[Pixel coordinate listings]
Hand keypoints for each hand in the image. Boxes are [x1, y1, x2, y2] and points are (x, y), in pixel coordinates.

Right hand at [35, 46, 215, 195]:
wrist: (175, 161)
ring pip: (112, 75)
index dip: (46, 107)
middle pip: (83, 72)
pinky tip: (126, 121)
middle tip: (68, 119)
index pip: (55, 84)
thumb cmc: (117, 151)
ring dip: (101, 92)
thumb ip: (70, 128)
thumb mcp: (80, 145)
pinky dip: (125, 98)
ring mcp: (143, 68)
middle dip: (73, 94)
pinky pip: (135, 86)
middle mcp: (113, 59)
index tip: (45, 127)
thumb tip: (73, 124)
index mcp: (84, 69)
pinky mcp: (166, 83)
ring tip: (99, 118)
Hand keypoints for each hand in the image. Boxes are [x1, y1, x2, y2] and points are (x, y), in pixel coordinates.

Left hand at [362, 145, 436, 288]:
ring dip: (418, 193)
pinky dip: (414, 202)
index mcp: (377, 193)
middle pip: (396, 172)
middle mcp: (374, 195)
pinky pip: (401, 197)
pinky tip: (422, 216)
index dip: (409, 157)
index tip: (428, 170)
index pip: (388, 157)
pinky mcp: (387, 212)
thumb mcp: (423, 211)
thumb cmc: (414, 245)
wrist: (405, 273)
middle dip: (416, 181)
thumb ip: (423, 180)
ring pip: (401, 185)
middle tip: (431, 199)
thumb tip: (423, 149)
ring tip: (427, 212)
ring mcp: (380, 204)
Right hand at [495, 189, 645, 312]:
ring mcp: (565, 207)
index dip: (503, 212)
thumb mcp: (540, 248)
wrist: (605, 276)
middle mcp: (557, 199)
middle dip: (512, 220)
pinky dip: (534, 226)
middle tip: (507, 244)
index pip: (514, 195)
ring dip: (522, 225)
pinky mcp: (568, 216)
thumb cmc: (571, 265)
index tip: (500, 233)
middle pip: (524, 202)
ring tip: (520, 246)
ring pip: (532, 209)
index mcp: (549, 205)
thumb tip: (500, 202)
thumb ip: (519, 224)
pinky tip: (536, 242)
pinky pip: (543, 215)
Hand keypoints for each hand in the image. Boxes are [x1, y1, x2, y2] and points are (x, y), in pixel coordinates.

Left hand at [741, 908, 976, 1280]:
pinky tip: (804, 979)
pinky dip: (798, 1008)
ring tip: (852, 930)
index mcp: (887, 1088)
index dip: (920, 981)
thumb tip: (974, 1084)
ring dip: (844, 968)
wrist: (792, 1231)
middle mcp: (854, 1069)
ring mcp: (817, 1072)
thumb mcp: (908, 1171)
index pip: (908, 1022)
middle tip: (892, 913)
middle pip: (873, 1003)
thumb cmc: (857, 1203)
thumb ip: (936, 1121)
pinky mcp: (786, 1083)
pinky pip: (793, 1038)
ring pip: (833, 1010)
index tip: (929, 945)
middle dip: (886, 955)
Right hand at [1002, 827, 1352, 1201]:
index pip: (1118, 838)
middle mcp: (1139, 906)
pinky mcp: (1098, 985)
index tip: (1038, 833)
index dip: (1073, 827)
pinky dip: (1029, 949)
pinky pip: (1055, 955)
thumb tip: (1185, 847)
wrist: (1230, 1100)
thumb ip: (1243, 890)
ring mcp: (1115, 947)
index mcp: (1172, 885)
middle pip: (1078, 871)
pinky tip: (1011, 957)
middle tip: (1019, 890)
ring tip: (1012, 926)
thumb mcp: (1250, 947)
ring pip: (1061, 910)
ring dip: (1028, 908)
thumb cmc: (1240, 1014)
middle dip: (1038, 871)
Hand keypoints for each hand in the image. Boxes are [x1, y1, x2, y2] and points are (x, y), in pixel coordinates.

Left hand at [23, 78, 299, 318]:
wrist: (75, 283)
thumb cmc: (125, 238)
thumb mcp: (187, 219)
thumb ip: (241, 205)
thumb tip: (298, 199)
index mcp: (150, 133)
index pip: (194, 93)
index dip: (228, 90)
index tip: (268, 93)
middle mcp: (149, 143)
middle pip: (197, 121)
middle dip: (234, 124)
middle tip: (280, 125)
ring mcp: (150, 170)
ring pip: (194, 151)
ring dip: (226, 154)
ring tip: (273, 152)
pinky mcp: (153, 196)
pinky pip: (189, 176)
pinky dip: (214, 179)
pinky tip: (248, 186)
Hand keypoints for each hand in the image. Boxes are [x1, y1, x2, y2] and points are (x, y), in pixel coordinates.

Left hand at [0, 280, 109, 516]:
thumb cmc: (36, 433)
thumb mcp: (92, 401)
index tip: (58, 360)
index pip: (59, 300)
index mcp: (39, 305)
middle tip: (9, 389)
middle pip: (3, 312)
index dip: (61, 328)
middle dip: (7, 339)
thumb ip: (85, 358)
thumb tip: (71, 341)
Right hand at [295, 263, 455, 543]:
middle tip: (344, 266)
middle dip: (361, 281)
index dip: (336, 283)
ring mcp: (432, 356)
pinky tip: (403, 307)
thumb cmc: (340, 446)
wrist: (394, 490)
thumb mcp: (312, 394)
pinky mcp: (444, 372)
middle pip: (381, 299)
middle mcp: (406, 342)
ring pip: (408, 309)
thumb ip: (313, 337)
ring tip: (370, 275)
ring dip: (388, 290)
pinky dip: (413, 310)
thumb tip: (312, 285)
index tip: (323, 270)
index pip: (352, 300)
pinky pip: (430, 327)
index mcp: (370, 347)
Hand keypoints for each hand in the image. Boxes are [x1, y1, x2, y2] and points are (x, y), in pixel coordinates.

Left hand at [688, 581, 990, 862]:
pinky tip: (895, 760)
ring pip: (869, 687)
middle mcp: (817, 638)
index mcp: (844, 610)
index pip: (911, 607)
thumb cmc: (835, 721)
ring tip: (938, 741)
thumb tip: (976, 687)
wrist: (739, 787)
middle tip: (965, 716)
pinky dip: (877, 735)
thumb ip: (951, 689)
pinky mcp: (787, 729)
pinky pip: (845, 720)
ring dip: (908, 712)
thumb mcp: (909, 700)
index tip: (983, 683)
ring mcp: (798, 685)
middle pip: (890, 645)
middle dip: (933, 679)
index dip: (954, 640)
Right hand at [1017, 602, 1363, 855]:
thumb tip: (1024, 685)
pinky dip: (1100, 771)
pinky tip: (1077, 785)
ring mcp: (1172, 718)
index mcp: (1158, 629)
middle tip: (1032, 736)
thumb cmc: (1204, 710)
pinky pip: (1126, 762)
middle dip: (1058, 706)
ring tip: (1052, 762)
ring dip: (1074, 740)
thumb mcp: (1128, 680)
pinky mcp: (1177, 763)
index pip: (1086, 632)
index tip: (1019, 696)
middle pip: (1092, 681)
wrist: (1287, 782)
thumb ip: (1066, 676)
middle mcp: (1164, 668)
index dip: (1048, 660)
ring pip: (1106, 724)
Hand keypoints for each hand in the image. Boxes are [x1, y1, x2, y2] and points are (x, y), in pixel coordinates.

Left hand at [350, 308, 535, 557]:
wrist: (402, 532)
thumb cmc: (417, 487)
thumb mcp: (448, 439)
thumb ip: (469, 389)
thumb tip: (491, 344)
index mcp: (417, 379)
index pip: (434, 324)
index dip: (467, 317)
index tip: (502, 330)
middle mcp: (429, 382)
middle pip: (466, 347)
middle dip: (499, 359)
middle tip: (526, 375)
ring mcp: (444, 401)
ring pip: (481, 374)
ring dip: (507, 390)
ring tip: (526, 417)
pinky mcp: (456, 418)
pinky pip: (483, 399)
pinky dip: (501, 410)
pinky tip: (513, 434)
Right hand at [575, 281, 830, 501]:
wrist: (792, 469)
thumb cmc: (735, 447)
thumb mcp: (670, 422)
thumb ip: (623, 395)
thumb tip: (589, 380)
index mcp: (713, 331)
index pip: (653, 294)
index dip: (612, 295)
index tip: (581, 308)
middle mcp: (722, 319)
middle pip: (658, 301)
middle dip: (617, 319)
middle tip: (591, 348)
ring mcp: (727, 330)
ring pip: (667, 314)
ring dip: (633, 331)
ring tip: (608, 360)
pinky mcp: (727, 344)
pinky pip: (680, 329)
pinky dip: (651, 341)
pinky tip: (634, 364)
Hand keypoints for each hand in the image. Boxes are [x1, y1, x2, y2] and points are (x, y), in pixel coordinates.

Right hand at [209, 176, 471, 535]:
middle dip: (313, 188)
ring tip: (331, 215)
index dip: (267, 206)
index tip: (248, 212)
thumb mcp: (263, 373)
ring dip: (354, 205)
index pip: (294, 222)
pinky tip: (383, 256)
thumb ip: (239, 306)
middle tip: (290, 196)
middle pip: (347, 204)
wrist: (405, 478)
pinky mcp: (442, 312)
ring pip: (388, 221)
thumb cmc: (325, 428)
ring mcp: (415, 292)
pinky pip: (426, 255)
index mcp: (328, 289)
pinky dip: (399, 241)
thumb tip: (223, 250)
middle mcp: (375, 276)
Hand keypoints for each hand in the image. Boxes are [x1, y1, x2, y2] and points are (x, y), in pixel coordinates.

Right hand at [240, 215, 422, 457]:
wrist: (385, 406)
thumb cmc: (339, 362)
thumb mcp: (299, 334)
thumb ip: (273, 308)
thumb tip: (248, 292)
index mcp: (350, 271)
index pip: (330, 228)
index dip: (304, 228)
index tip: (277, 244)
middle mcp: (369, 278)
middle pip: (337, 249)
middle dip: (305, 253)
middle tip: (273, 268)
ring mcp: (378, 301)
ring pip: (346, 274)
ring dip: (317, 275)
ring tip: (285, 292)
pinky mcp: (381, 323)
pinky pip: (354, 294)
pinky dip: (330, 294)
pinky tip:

> [What you should do]:
Looking at the entries above, can you reproduce exactly the lines from the one that holds "middle tip: (1032, 736)" through the one that holds "index dip: (467, 317)", and only those?

> [Solution to the exercise]:
middle tip: (1032, 736)
thumb cmc: (1204, 710)
pinky pip: (1126, 762)
middle dip: (1058, 706)
ring tip: (1052, 762)
ring dip: (1074, 740)
thumb mcp: (1128, 680)
pinky mcp: (1177, 763)
index pip: (1086, 632)
index tip: (1019, 696)
middle pip: (1092, 681)
wrist: (1287, 782)
thumb ip: (1066, 676)
middle mcp: (1164, 668)
index dip: (1048, 660)
ring pip: (1106, 724)
Hand keypoints for each hand in the image. Boxes are [x1, y1, x2, y2] and points are (x, y), in pixel coordinates.

Left hand at [350, 308, 535, 557]:
wrist: (402, 532)
thumb cmc: (417, 487)
thumb mcp: (448, 439)
thumb ip: (469, 389)
thumb tip: (491, 344)
index mcp: (417, 379)
index pip: (434, 324)
index dip: (467, 317)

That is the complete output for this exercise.